[Stored data entries]
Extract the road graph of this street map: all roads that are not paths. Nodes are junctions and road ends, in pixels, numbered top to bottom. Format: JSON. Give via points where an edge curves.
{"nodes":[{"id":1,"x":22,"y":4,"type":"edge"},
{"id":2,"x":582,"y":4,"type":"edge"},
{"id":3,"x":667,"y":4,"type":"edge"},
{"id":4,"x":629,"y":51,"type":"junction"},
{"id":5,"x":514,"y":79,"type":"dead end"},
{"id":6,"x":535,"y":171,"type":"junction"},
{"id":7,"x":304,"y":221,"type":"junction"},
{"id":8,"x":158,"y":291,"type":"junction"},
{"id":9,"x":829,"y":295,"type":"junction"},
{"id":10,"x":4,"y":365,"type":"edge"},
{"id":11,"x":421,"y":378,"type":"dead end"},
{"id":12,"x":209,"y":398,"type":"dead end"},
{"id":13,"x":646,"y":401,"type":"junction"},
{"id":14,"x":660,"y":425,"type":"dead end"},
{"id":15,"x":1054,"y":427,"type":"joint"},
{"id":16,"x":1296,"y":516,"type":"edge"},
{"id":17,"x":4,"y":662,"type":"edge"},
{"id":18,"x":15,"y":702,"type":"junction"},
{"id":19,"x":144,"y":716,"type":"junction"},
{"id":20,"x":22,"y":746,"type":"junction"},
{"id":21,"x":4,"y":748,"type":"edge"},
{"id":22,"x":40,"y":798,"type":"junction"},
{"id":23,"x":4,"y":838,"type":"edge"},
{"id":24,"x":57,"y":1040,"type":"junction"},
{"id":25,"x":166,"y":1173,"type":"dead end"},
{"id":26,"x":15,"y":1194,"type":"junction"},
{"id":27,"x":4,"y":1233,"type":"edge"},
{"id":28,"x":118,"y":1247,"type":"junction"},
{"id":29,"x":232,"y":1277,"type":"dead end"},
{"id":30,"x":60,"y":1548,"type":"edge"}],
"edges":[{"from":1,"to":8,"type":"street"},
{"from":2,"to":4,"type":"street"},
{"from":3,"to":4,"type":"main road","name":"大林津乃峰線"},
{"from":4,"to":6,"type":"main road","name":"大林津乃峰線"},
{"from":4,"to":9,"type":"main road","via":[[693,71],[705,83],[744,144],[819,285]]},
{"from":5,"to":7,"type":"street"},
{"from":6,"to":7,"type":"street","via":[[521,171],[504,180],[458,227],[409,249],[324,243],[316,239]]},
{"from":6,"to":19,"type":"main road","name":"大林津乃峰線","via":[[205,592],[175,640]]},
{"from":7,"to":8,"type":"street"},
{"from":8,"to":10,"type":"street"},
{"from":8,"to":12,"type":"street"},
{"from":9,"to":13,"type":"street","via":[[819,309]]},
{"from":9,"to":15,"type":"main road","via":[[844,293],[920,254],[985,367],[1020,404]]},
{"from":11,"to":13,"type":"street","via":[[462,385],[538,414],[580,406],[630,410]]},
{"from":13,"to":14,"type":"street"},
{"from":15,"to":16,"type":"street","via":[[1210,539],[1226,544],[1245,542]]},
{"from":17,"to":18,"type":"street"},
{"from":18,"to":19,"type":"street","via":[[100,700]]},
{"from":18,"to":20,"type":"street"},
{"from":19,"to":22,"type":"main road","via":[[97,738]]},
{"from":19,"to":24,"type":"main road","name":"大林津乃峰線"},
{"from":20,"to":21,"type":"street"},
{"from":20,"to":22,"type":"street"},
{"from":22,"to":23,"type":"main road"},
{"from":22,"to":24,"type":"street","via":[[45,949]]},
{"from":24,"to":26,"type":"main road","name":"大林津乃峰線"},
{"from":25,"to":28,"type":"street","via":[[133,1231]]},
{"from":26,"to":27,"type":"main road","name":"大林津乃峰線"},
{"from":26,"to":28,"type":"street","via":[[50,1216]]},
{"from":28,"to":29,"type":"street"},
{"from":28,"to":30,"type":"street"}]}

_What to work on_
All of the records are to be reproduced exactly as they were given.

_Reply to the exercise_
Extract the road graph of this street map: all roads that are not paths. Nodes are junctions and road ends, in pixels, numbered top to bottom. Format: JSON. Give via points where an edge curves.
{"nodes":[{"id":1,"x":22,"y":4,"type":"edge"},
{"id":2,"x":582,"y":4,"type":"edge"},
{"id":3,"x":667,"y":4,"type":"edge"},
{"id":4,"x":629,"y":51,"type":"junction"},
{"id":5,"x":514,"y":79,"type":"dead end"},
{"id":6,"x":535,"y":171,"type":"junction"},
{"id":7,"x":304,"y":221,"type":"junction"},
{"id":8,"x":158,"y":291,"type":"junction"},
{"id":9,"x":829,"y":295,"type":"junction"},
{"id":10,"x":4,"y":365,"type":"edge"},
{"id":11,"x":421,"y":378,"type":"dead end"},
{"id":12,"x":209,"y":398,"type":"dead end"},
{"id":13,"x":646,"y":401,"type":"junction"},
{"id":14,"x":660,"y":425,"type":"dead end"},
{"id":15,"x":1054,"y":427,"type":"joint"},
{"id":16,"x":1296,"y":516,"type":"edge"},
{"id":17,"x":4,"y":662,"type":"edge"},
{"id":18,"x":15,"y":702,"type":"junction"},
{"id":19,"x":144,"y":716,"type":"junction"},
{"id":20,"x":22,"y":746,"type":"junction"},
{"id":21,"x":4,"y":748,"type":"edge"},
{"id":22,"x":40,"y":798,"type":"junction"},
{"id":23,"x":4,"y":838,"type":"edge"},
{"id":24,"x":57,"y":1040,"type":"junction"},
{"id":25,"x":166,"y":1173,"type":"dead end"},
{"id":26,"x":15,"y":1194,"type":"junction"},
{"id":27,"x":4,"y":1233,"type":"edge"},
{"id":28,"x":118,"y":1247,"type":"junction"},
{"id":29,"x":232,"y":1277,"type":"dead end"},
{"id":30,"x":60,"y":1548,"type":"edge"}],
"edges":[{"from":1,"to":8,"type":"street"},
{"from":2,"to":4,"type":"street"},
{"from":3,"to":4,"type":"main road","name":"大林津乃峰線"},
{"from":4,"to":6,"type":"main road","name":"大林津乃峰線"},
{"from":4,"to":9,"type":"main road","via":[[693,71],[705,83],[744,144],[819,285]]},
{"from":5,"to":7,"type":"street"},
{"from":6,"to":7,"type":"street","via":[[521,171],[504,180],[458,227],[409,249],[324,243],[316,239]]},
{"from":6,"to":19,"type":"main road","name":"大林津乃峰線","via":[[205,592],[175,640]]},
{"from":7,"to":8,"type":"street"},
{"from":8,"to":10,"type":"street"},
{"from":8,"to":12,"type":"street"},
{"from":9,"to":13,"type":"street","via":[[819,309]]},
{"from":9,"to":15,"type":"main road","via":[[844,293],[920,254],[985,367],[1020,404]]},
{"from":11,"to":13,"type":"street","via":[[462,385],[538,414],[580,406],[630,410]]},
{"from":13,"to":14,"type":"street"},
{"from":15,"to":16,"type":"street","via":[[1210,539],[1226,544],[1245,542]]},
{"from":17,"to":18,"type":"street"},
{"from":18,"to":19,"type":"street","via":[[100,700]]},
{"from":18,"to":20,"type":"street"},
{"from":19,"to":22,"type":"main road","via":[[97,738]]},
{"from":19,"to":24,"type":"main road","name":"大林津乃峰線"},
{"from":20,"to":21,"type":"street"},
{"from":20,"to":22,"type":"street"},
{"from":22,"to":23,"type":"main road"},
{"from":22,"to":24,"type":"street","via":[[45,949]]},
{"from":24,"to":26,"type":"main road","name":"大林津乃峰線"},
{"from":25,"to":28,"type":"street","via":[[133,1231]]},
{"from":26,"to":27,"type":"main road","name":"大林津乃峰線"},
{"from":26,"to":28,"type":"street","via":[[50,1216]]},
{"from":28,"to":29,"type":"street"},
{"from":28,"to":30,"type":"street"}]}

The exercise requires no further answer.